My first response to it will be that you need to cut your coat according to the cloth that you have.If you do not have money to buy the car you want to possess and cannot hope to save up for it within a reasonable period, then you probably cannot afford it anyway. A slightly risky way will be to invest in equity or hybrid products in the hope you will be able to get better returns in the time period under consideration. For example you may want to buy a car costing 10 lacs after 3 years. The scenarios can play out as below:-
- Let us say you have 2 lacs today and will get about another 2 lacs by trading in your present hatchback after 3 years.
- Assuming a 8 % return in debt products, your current 2 lacs will be 2.5 lacs in 3 years time. You therefore need additional access to 5.5 lacs.
- You will need about 13828 Rs investment every month if it grows at 12 % and the cost of car rises by 5 %.
- In case your investment returns are 8% then the amount you need to invest 16128 Rs every month.

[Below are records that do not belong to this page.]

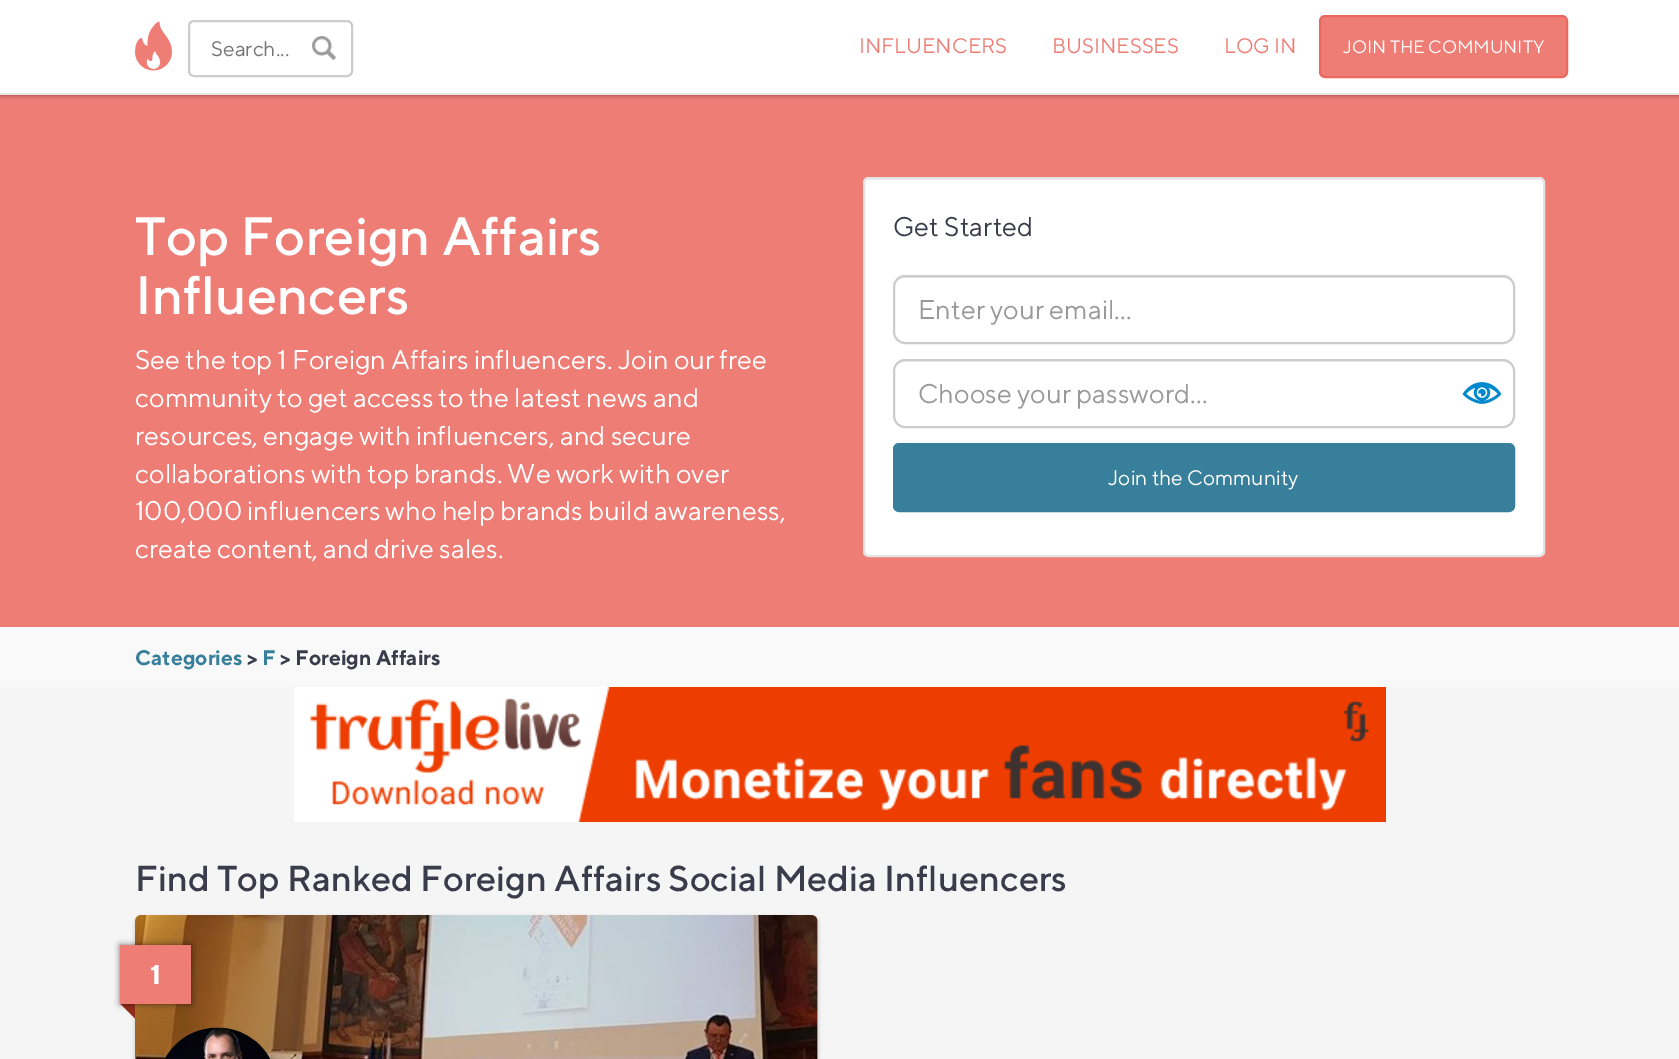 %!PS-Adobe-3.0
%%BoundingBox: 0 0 1679 1059
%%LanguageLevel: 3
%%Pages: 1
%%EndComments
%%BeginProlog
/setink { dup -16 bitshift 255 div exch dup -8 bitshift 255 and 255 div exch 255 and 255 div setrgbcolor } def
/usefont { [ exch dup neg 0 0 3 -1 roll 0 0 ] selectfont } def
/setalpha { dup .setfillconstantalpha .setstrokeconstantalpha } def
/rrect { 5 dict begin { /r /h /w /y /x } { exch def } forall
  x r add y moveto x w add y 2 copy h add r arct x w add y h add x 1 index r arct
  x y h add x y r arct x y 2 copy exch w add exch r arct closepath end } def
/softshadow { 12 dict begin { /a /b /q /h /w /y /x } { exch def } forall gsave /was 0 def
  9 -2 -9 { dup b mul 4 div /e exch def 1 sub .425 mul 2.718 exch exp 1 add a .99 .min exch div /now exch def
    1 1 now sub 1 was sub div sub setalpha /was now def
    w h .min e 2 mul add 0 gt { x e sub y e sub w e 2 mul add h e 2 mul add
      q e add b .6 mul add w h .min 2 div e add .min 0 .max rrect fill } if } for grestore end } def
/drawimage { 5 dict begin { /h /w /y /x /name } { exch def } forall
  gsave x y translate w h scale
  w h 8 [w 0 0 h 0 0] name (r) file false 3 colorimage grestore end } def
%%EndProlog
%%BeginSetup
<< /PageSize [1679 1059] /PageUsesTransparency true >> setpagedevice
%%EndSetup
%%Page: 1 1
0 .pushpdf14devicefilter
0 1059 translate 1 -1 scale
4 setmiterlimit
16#F5F5F6 setink
0 0 1679 1059 rectfill
16#EE7D76 setink
0 95 1679 532 rectfill
16#000000 setink
0 2 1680 94 0 2 0.3 softshadow
16#FFFFFF setink
0 0 1679 93 rectfill
16#E7E7E7 setink
0 93 1679 2 rectfill
(img1.raw) 135 21 37 50 drawimage
(img2.raw) 312 36 24 24 drawimage
16#CCCCCC setink
2 setlinewidth
189 21 163 55 5 rrect stroke
/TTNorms-Regular 21 usefont
16#757575 setink
211 56 moveto (Search...) show
16#EE7D76 setink
[
    [(INFLUENCERS) 859 53]
    [(BUSINESSES) 1052 53]
    [(LOG IN) 1224 53]
] { aload pop moveto show } forall
1320 16 247 61 5 rrect gsave fill grestore
16#EB675F setink
stroke
/TTNorms-Regular 18 usefont
16#FFFFFF setink
1343 53 moveto (JOIN THE COMMUNITY) show
/TTNorms-Medium 54 usefont
135 255 moveto (Top Foreign Affairs) show
135 314 moveto (Influencers) show
/TTNorms-Regular 27 usefont
[
    [(See the top 1 Foreign Affairs influencers. Join our free) 135 369]
    [(community to get access to the latest news and) 135 407]
    [(resources, engage with influencers, and secure) 135 445]
    [(collaborations with top brands. We work with over) 135 483]
    [(100,000 influencers who help brands build awareness,) 135 520]
    [(create content, and drive sales.) 135 558]
] { aload pop moveto show } forall
863 177 682 380 6 rrect fill
16#F2F2F2 setink
868 180 moveto 1539 180 lineto 1541 180 1544 182 1544 184 curveto 1544 181 1542 179 1539 179 curveto 869 179 lineto 866 179 864 181 864 184 curveto 864 182 866 180 868 180 curveto closepath fill
16#E3E3E3 setink
864 178 680 378 5 rrect stroke
16#3B3C4B setink
893 236 moveto (Get Started) show
16#ECECEC setink
904 278 moveto 1503 278 lineto 1509 278 1514 282 1514 288 curveto 1514 282 1510 276 1503 276 curveto 905 276 lineto 898 276 894 282 894 288 curveto 894 282 899 278 904 278 curveto closepath fill
16#CCCCCC setink
894 276 620 67 11 rrect stroke
16#999999 setink
918 319 moveto (Enter your email...) show
16#ECECEC setink
904 362 moveto 1503 362 lineto 1509 362 1514 366 1514 372 curveto 1514 366 1510 360 1503 360 curveto 905 360 lineto 898 360 894 366 894 372 curveto 894 366 899 362 904 362 curveto closepath fill
16#CCCCCC setink
894 360 620 67 11 rrect stroke
16#999999 setink
918 403 moveto (Choose your password...) show
(img3.raw) 1462 382 40 22 drawimage
16#387F9B setink
894 444 620 67 5 rrect gsave fill grestore
stroke
/TTNorms-Regular 21 usefont
16#FFFFFF setink
1108 485 moveto (Join the Community) show
16#F9F9F9 setink
0 627 1679 60 rectfill
/TTNorms-Bold 21 usefont
16#387F9B setink
135 665 moveto (Categories) show
16#3B3C4B setink
247 665 moveto (>) show
16#387F9B setink
262 665 moveto (F) show
16#3B3C4B setink
280 665 moveto (> Foreign Affairs) show
(img4.raw) 294 687 1092 135 drawimage
/TTNorms-Medium 36 usefont
135 891 moveto (Find Top Ranked Foreign Affairs Social Media Influencers) show
16#000000 setink
135 917 683 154 6 2 0.2 softshadow
16#B2B2B2 setink
141 915 moveto 812 915 lineto 815.5 915 818 917.5 818 921 curveto 818 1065 lineto 135 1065 lineto 135 921 lineto 135 917.5 137.5 915 141 915 curveto closepath fill
(img5.raw) 135 915 683 144 drawimage
(img6.raw) 135 915 683 144 drawimage
16#000000 setink
158 1031 120 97 60 3 0.2 softshadow
(img7.raw) 164 1027 107 32 drawimage
16#932C1C setink
135 1003.5 moveto 135 1018.5 lineto 120 1003.5 lineto closepath fill
16#000000 setink
120 945 71 59 0 3 0.55 softshadow
16#EE7D76 setink
120 945 71 59 rectfill
/TTNorms-Bold 27 usefont
16#FFFFFF setink
150 984 moveto (1) show
.poppdf14devicefilter showpage
%%EOF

As you will see from here, investment in equity will help you get a car of your desire. However, in a short period like 3 years there is a significant risk of the market returns being poor or in some cases, even negative. A better way will be to simply go by the 3 portfolio strategy, not bother too much about the particular goal, invest as much as you can and withdraw money from the appropriate instrument when the time comes. For instance if the markets are doing really well, sell a few stocks from your portfolio in order to buy the car you wanted.
For people in corporate jobs, the best way will be to get a car given to them by their company as a perquisite. This works out well for the company as they can claim depreciation and also for the Employee as the tax incidence is not high. However, as only a few roles have such perquisites inbuilt , this will not be of use to majority of people. You can then look at the option of leasing a car from your company as part of your CTC. The company will normally not have an issue with it, you save something on taxes and after 3-5 years you can get out of the lease. This is actually a good way of changing your cars every 5 years or so, provided you are in a stable job and plan to be there for a fairly long term.
An easier way, in case your spouse is not working or is in a lower tax bracket will be to buy the car in his/her name and get your company to lease it. Even though the lease rental paid will be taxable in the hand of your spouse, the overall tax impact for the family will be lower. This mode is easier as you can easily shift the lease to your new employer, in case of a change in jobs.
Of course, if you are a self employed person or in business you can show the car as an asset and claim depreciation on it. This will be the easiest way of buying a more expensive car. In this situation too, leasing a car directly from leasing companies will work out well as you can write off the amount paid as an expense.
So, go ahead and plan for your first car if you are not having one now. And, if you do, make a plan as to what your next car will be and when are you going to get it.